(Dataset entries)
*** Block opens ***
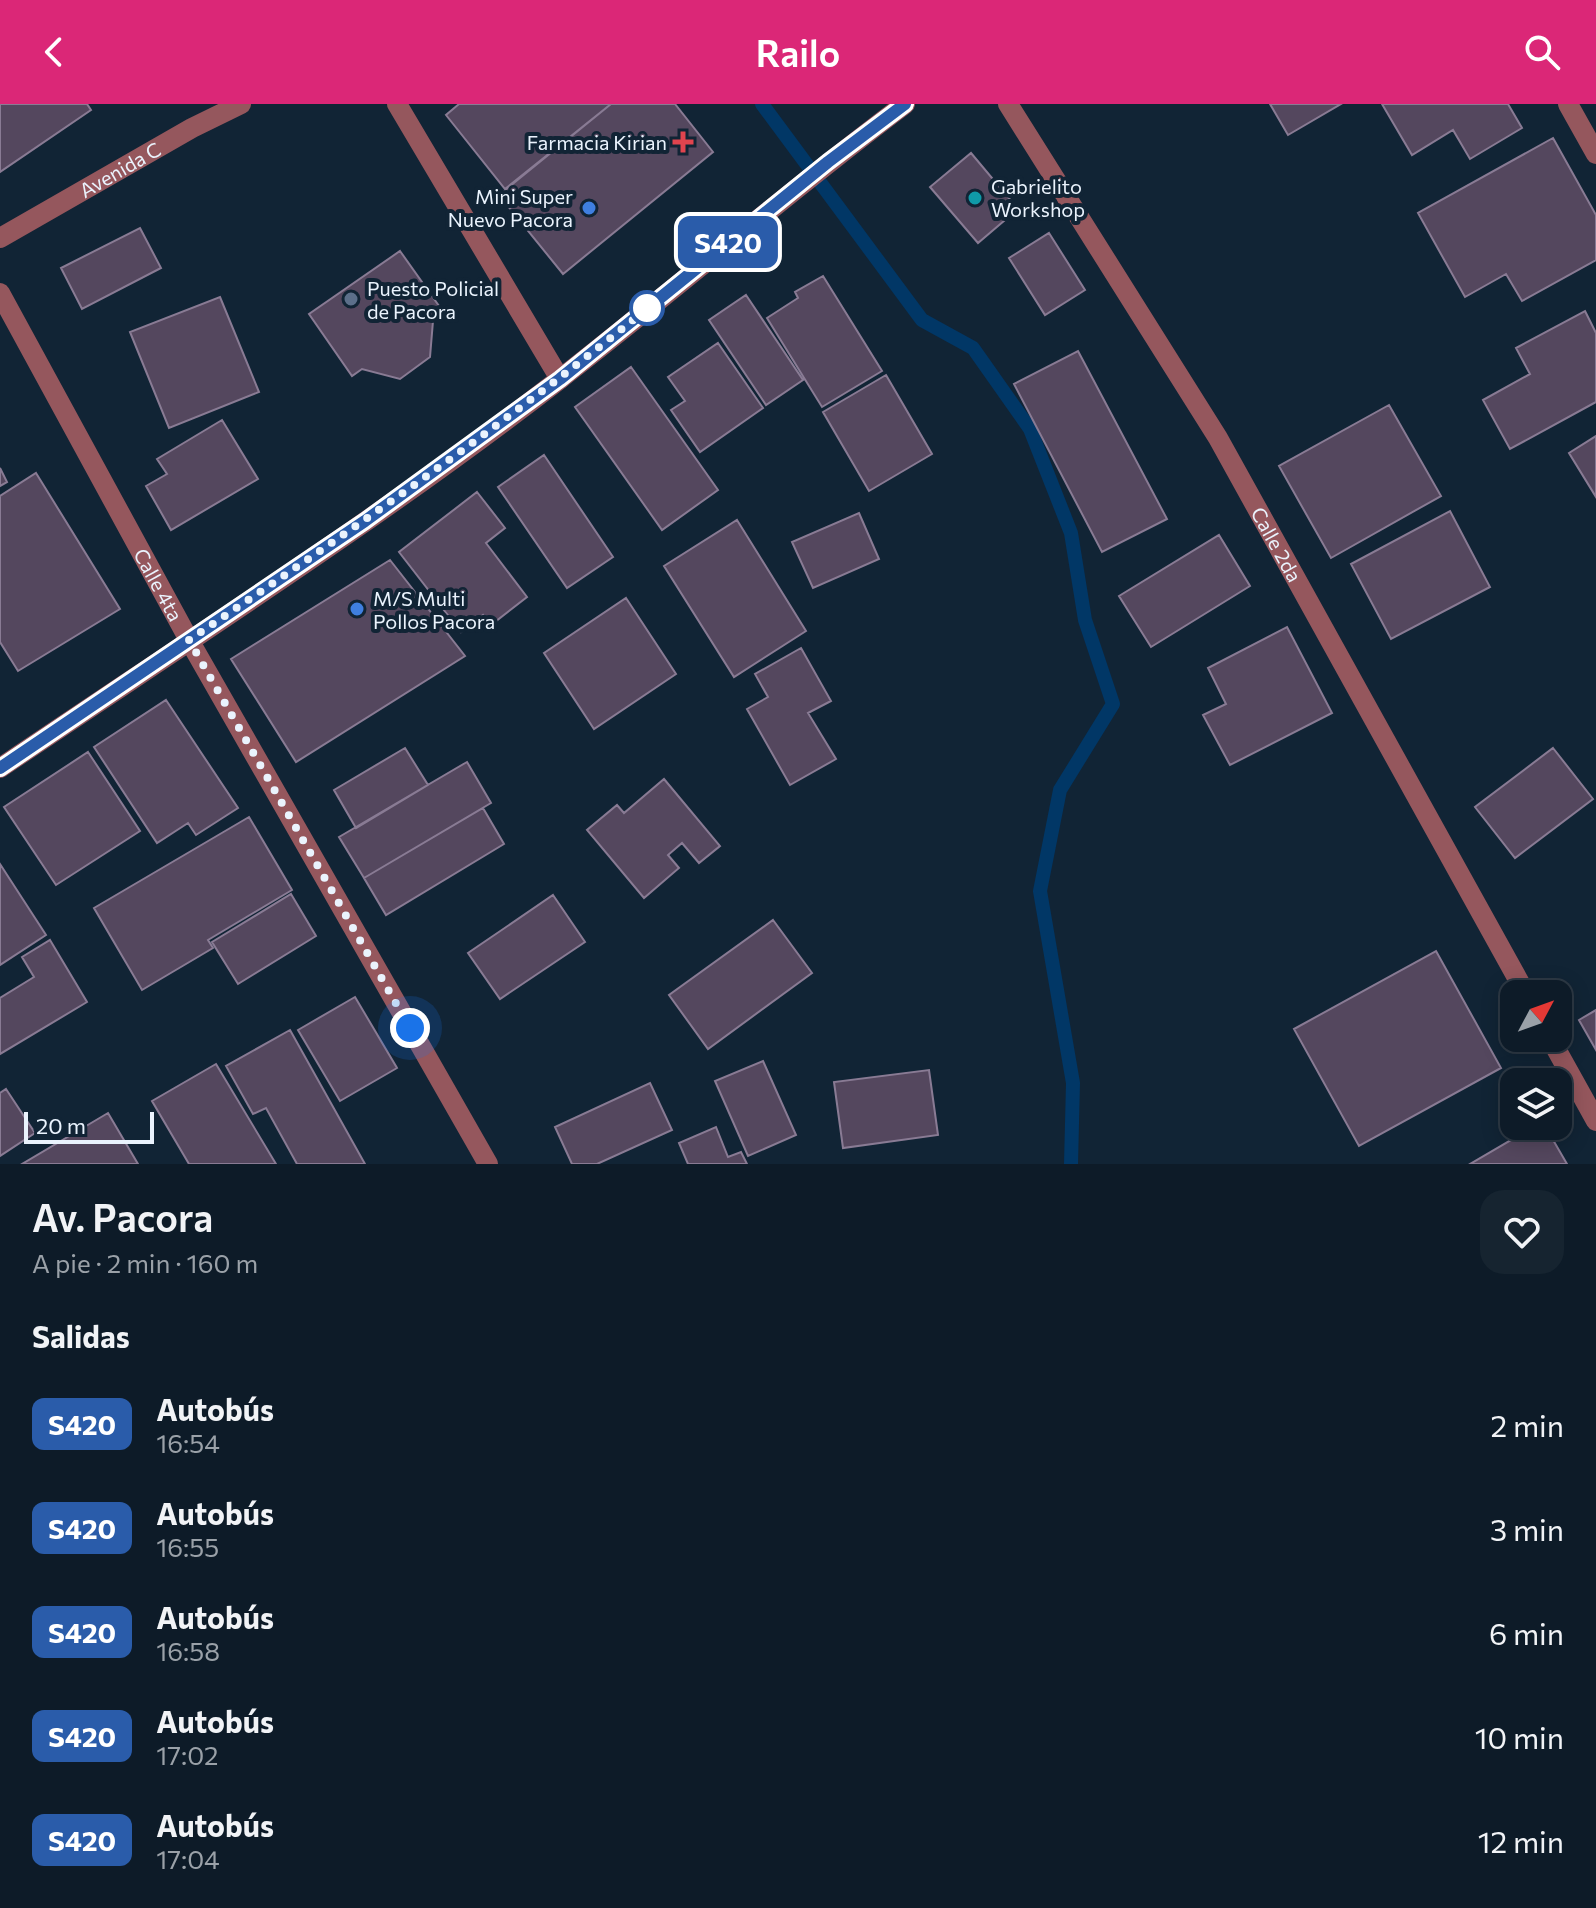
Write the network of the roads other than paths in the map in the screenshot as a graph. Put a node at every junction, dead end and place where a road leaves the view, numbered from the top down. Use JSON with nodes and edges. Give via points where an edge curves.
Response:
{"nodes":[{"id":1,"x":241,"y":104,"type":"edge"},
{"id":2,"x":397,"y":104,"type":"edge"},
{"id":3,"x":905,"y":104,"type":"edge"},
{"id":4,"x":1008,"y":104,"type":"edge"},
{"id":5,"x":1568,"y":104,"type":"edge"},
{"id":6,"x":1596,"y":154,"type":"edge"},
{"id":7,"x":0,"y":238,"type":"edge"},
{"id":8,"x":0,"y":293,"type":"edge"},
{"id":9,"x":560,"y":379,"type":"junction"},
{"id":10,"x":189,"y":640,"type":"junction"},
{"id":11,"x":0,"y":768,"type":"edge"},
{"id":12,"x":1518,"y":980,"type":"edge"},
{"id":13,"x":1558,"y":1052,"type":"edge"},
{"id":14,"x":1596,"y":1121,"type":"edge"},
{"id":15,"x":488,"y":1164,"type":"edge"}],
"edges":[{"from":1,"to":7,"type":"street","name":"Avenida C"},
{"from":2,"to":9,"type":"street"},
{"from":3,"to":9,"type":"street"},
{"from":4,"to":12,"type":"street","name":"Calle 2da","via":[[1218,438]]},
{"from":5,"to":6,"type":"street"},
{"from":8,"to":10,"type":"street","name":"Calle 4ta"},
{"from":9,"to":10,"type":"street"},
{"from":10,"to":11,"type":"street"},
{"from":10,"to":15,"type":"street","name":"Calle 4ta"},
{"from":13,"to":14,"type":"street"}]}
*** Block closes ***
Task statement:
Transcribe the data verbatim. No picture belongs in the result.

Finished exercise:
Write the network of the roads other than paths in the map in the screenshot as a graph. Put a node at every junction, dead end and place where a road leaves the view, numbered from the top down. Use JSON with nodes and edges. Give via points where an edge curves.
Response:
{"nodes":[{"id":1,"x":241,"y":104,"type":"edge"},
{"id":2,"x":397,"y":104,"type":"edge"},
{"id":3,"x":905,"y":104,"type":"edge"},
{"id":4,"x":1008,"y":104,"type":"edge"},
{"id":5,"x":1568,"y":104,"type":"edge"},
{"id":6,"x":1596,"y":154,"type":"edge"},
{"id":7,"x":0,"y":238,"type":"edge"},
{"id":8,"x":0,"y":293,"type":"edge"},
{"id":9,"x":560,"y":379,"type":"junction"},
{"id":10,"x":189,"y":640,"type":"junction"},
{"id":11,"x":0,"y":768,"type":"edge"},
{"id":12,"x":1518,"y":980,"type":"edge"},
{"id":13,"x":1558,"y":1052,"type":"edge"},
{"id":14,"x":1596,"y":1121,"type":"edge"},
{"id":15,"x":488,"y":1164,"type":"edge"}],
"edges":[{"from":1,"to":7,"type":"street","name":"Avenida C"},
{"from":2,"to":9,"type":"street"},
{"from":3,"to":9,"type":"street"},
{"from":4,"to":12,"type":"street","name":"Calle 2da","via":[[1218,438]]},
{"from":5,"to":6,"type":"street"},
{"from":8,"to":10,"type":"street","name":"Calle 4ta"},
{"from":9,"to":10,"type":"street"},
{"from":10,"to":11,"type":"street"},
{"from":10,"to":15,"type":"street","name":"Calle 4ta"},
{"from":13,"to":14,"type":"street"}]}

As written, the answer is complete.